Introduces architecture-specific optimisations for Power9 and Power10 systems.
No changes to observable output; improvements are purely in internal computation efficiency.

Signed-off-by: Manjul Mohan <[email protected]>

CLAassistant · 2025-02-21T17:54:47Z

Thank you for your submission! We really appreciate it. Like many open source projects, we ask that you sign our Contributor License Agreement before we can accept your contribution.
_{You have signed the CLA already but the status is still pending? Let us recheck it.}

svoj

Looks good, thanks! Although needs some polishing.

sql/vector_mhnsw.cc

vuvova · 2025-02-21T22:45:24Z

The original dot_product function does undergo auto-vectorisation when compiled with -O3. However, performance analysis has shown that the newly optimised implementation performs better on Power10 and achieves comparable performance on Power9 machines.

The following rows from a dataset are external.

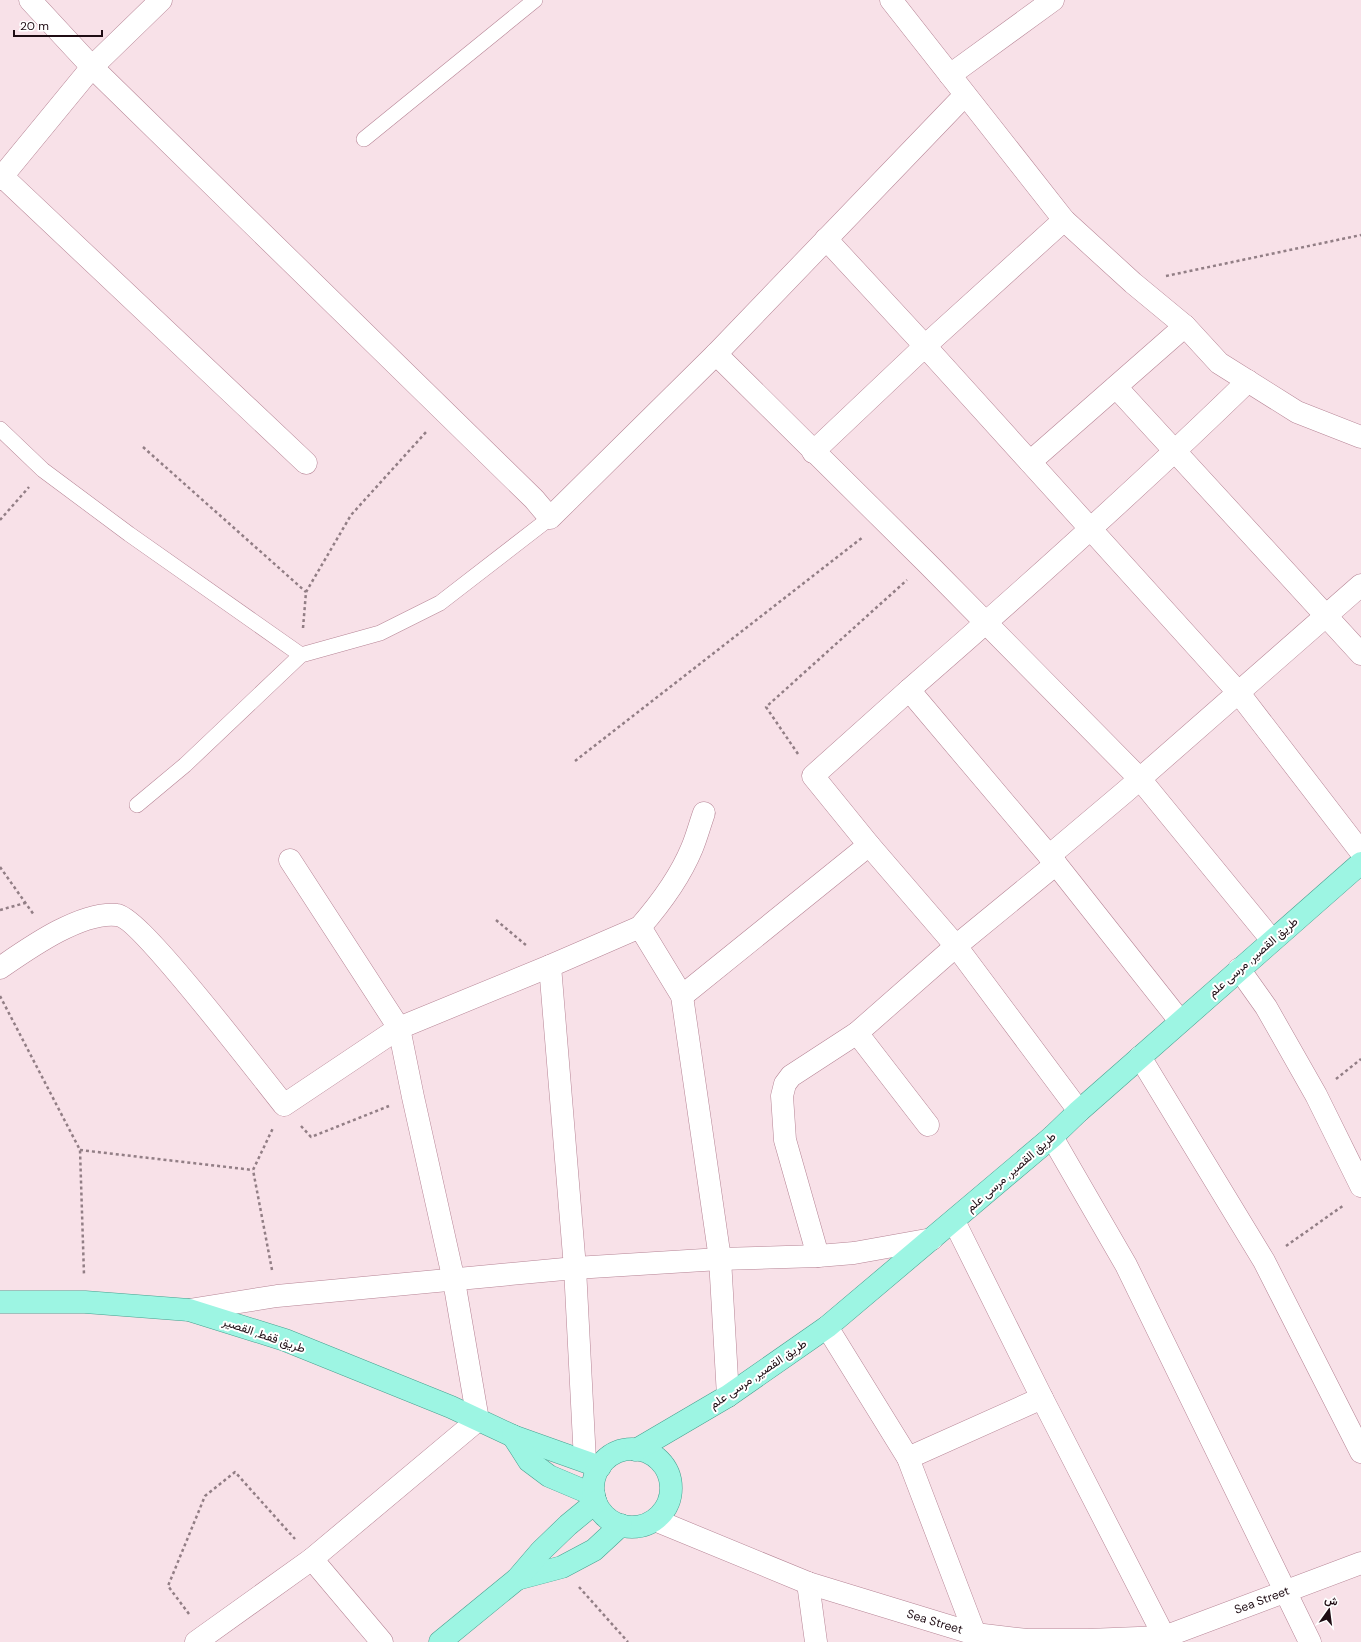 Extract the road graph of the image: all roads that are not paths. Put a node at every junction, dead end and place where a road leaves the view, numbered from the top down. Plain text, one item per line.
1 (30, 0) edge
2 (160, 0) edge
3 (534, 0) edge
4 (891, 0) edge
5 (1053, 0) edge
6 (92, 67) junction
7 (950, 75) junction
8 (965, 95) junction
9 (364, 139) dead end
10 (2, 178) edge
11 (1064, 220) junction
12 (826, 239) junction
13 (1185, 326) junction
14 (926, 346) junction
15 (716, 354) junction
16 (1248, 381) junction
17 (1116, 387) junction
18 (0, 430) edge
19 (1361, 437) edge
20 (1176, 451) junction
21 (814, 452) junction
22 (1030, 462) junction
23 (306, 463) dead end
24 (550, 518) junction
25 (1090, 528) junction
26 (1361, 585) edge
27 (1326, 615) junction
28 (985, 623) junction
29 (1361, 654) edge
30 (301, 655) junction
31 (909, 690) junction
32 (1238, 692) junction
33 (1140, 779) junction
34 (137, 805) dead end
35 (704, 813) dead end
36 (869, 845) junction
37 (1361, 852) edge
38 (290, 860) dead end
39 (1053, 860) junction
40 (1361, 863) edge
41 (640, 927) junction
42 (1270, 942) junction
43 (956, 946) junction
44 (550, 966) junction
45 (0, 968) edge
46 (1239, 970) junction
47 (682, 996) junction
48 (1180, 1021) junction
49 (400, 1028) junction
50 (856, 1033) junction
51 (1140, 1057) junction
52 (1079, 1111) junction
53 (928, 1125) dead end
54 (1052, 1137) junction
55 (1355, 1194) edge
56 (954, 1221) junction
57 (932, 1239) junction
58 (818, 1256) junction
59 (720, 1259) junction
60 (575, 1268) junction
61 (454, 1281) junction
62 (0, 1302) edge
63 (189, 1310) junction
64 (827, 1327) junction
65 (728, 1396) junction
66 (1042, 1398) junction
67 (478, 1420) junction
68 (513, 1436) junction
69 (636, 1450) junction
70 (1361, 1452) edge
71 (908, 1458) junction
72 (593, 1464) junction
73 (595, 1499) junction
74 (655, 1520) junction
75 (621, 1525) junction
76 (312, 1559) junction
77 (1361, 1563) edge
78 (517, 1579) junction
79 (808, 1583) junction
80 (1285, 1592) junction
81 (975, 1634) junction
82 (204, 1639) edge
83 (1166, 1639) edge
84 (1028, 1641) edge
85 (382, 1642) edge
86 (440, 1642) edge
87 (816, 1642) edge
88 (1310, 1642) edge

1 - 6 street
2 - 6 street
3 - 9 lane
4 - 7 street
5 - 7 street
6 - 10 street
6 - 24 street
7 - 8 street
8 - 11 street
8 - 12 street
10 - 23 street
11 - 13 street
11 - 14 street
12 - 14 street
12 - 15 street
13 - 16 street
13 - 17 street
14 - 21 street
14 - 22 street
15 - 21 street
15 - 24 street
16 - 19 street
16 - 20 street
17 - 20 street
17 - 22 street
18 - 30 lane
20 - 25 street
20 - 27 street
21 - 28 street
22 - 25 street
24 - 30 lane
25 - 28 street
25 - 32 street
26 - 27 street
27 - 29 street
27 - 32 street
28 - 31 street
28 - 33 street
30 - 34 lane
31 - 36 street
31 - 39 street
32 - 33 street
32 - 37 street
33 - 39 street
33 - 42 street
35 - 41 street
36 - 43 street
36 - 47 street
38 - 49 street
39 - 43 street
39 - 48 street
40 - 42 main road, طريق القصير, مرسى علم
41 - 44 street
41 - 47 street
42 - 46 main road, طريق القصير, مرسى علم
43 - 50 street
43 - 52 street
44 - 49 street
44 - 60 street
45 - 49 street
46 - 48 main road, طريق القصير, مرسى علم
46 - 55 street
47 - 59 street
48 - 51 main road, طريق القصير, مرسى علم
49 - 61 street
50 - 53 street
50 - 58 street
51 - 52 main road, طريق القصير, مرسى علم
51 - 70 street
52 - 54 main road, طريق القصير, مرسى علم
54 - 56 main road, طريق القصير, مرسى علم
54 - 80 street
56 - 57 main road, طريق القصير, مرسى علم
56 - 66 street
57 - 58 street
57 - 64 main road, طريق القصير, مرسى علم
58 - 59 street
59 - 60 street
59 - 65 street
60 - 61 street
60 - 72 street
61 - 63 street
61 - 67 street
62 - 63 main road, طريق قفط, القصير
63 - 67 main road, طريق قفط, القصير
64 - 65 main road, طريق القصير, مرسى علم
64 - 71 street
65 - 69 main road, طريق القصير, مرسى علم
66 - 71 street
66 - 83 street
67 - 68 main road, طريق قفط, القصير
67 - 76 street
68 - 72 main road, طريق قفط, القصير
68 - 73 main road
69 - 72 main road
69 - 74 main road
71 - 81 street
72 - 73 main road
73 - 75 main road
73 - 78 main road
74 - 75 main road
74 - 79 street, Sea Street
75 - 78 main road
76 - 82 street
76 - 85 street
77 - 80 street, Sea Street
78 - 86 main road
79 - 81 street, Sea Street
79 - 87 street
80 - 83 street, Sea Street
80 - 88 street
81 - 84 street, Sea Street
83 - 84 street, Sea Street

Do you have any numbers? How does your implementation compare with auto-vectorization? Did you benchmark it? On Power 10 and Power 9? Auto-vectorization at -O3 by what compiler version?

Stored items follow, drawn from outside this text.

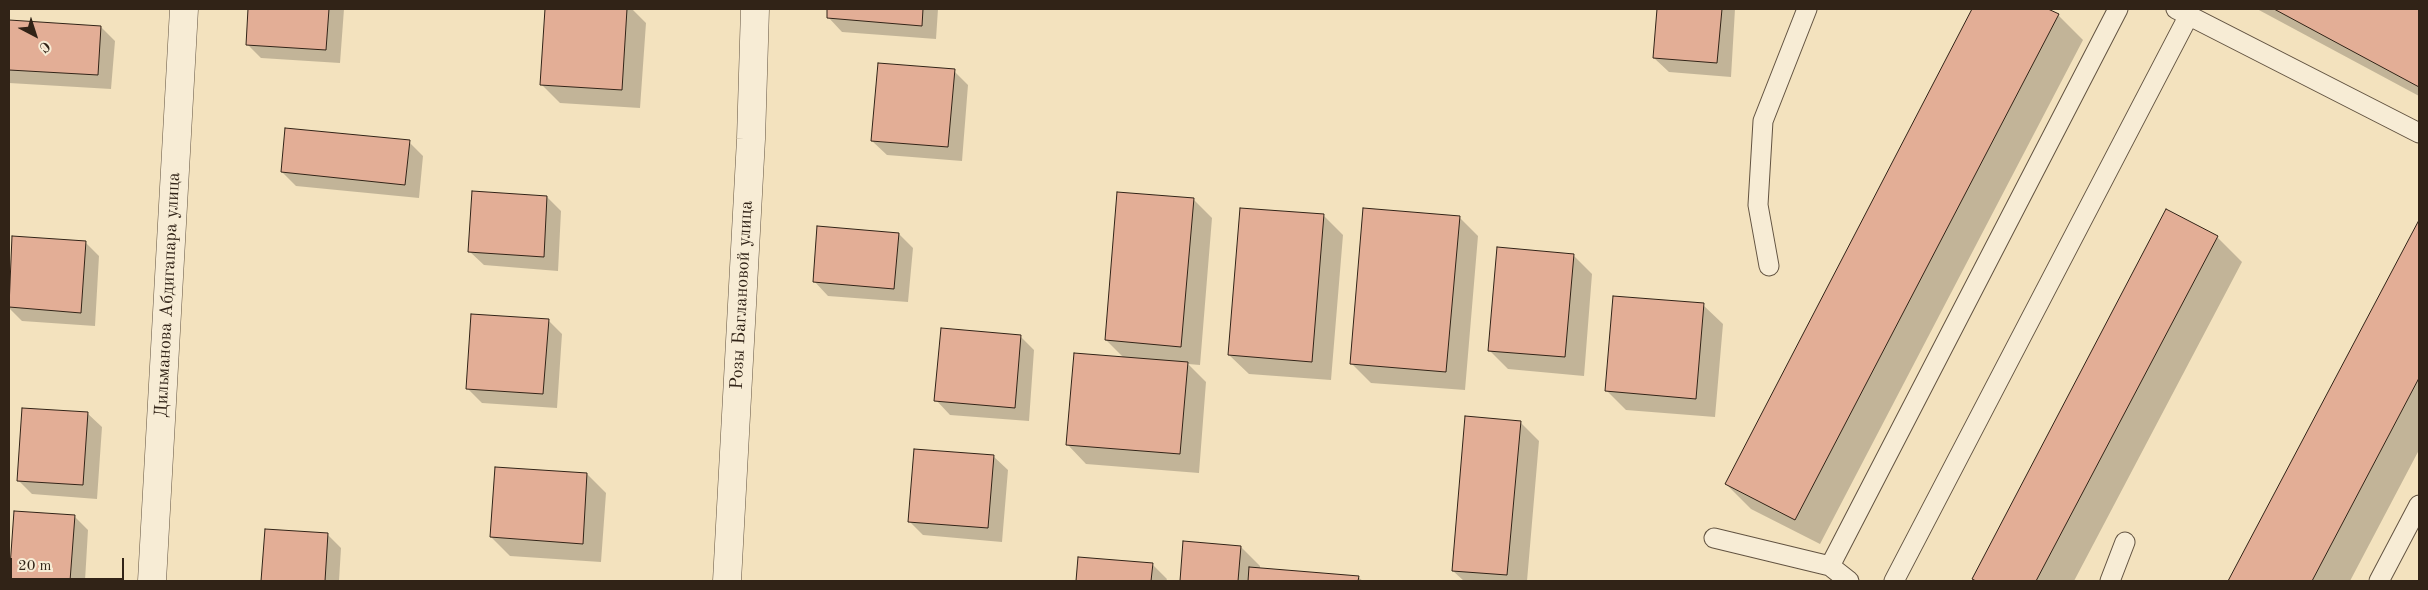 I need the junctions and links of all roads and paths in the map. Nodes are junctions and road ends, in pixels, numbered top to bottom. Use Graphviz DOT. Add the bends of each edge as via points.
graph roads {
  1 [pos="184,9"];
  2 [pos="755,9"];
  3 [pos="1807,9"];
  4 [pos="2118,9"];
  5 [pos="2182,12"];
  6 [pos="2419,133"];
  7 [pos="1769,266"];
  8 [pos="2419,505"];
  9 [pos="1714,538"];
  10 [pos="2125,542"];
  11 [pos="1830,566"];
  12 [pos="152,581"];
  13 [pos="727,581"];
  14 [pos="1849,581"];
  15 [pos="1894,581"];
  16 [pos="2110,581"];
  17 [pos="2379,581"];
  1 -- 12 [label="street, Дильманова Абдигапара улица"];
  2 -- 13 [label="street, Розы Баглановой улица"];
  3 -- 7 [label="lane" via="1763,121 1758,205"];
  4 -- 11 [label="lane"];
  5 -- 6 [label="lane"];
  5 -- 15 [label="lane"];
  8 -- 17 [label="lane"];
  9 -- 11 [label="lane"];
  10 -- 16 [label="lane"];
  11 -- 14 [label="lane"];
}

mikejuliet13 · 2025-02-24T13:54:12Z

The original dot_product function does undergo auto-vectorisation when compiled with -O3. However, performance analysis has shown that the newly optimised implementation performs better on Power10 and achieves comparable performance on Power9 machines.

Do you have any numbers? How does your implementation compare with auto-vectorization? Did you benchmark it? On Power 10 and Power 9? Auto-vectorization at -O3 by what compiler version?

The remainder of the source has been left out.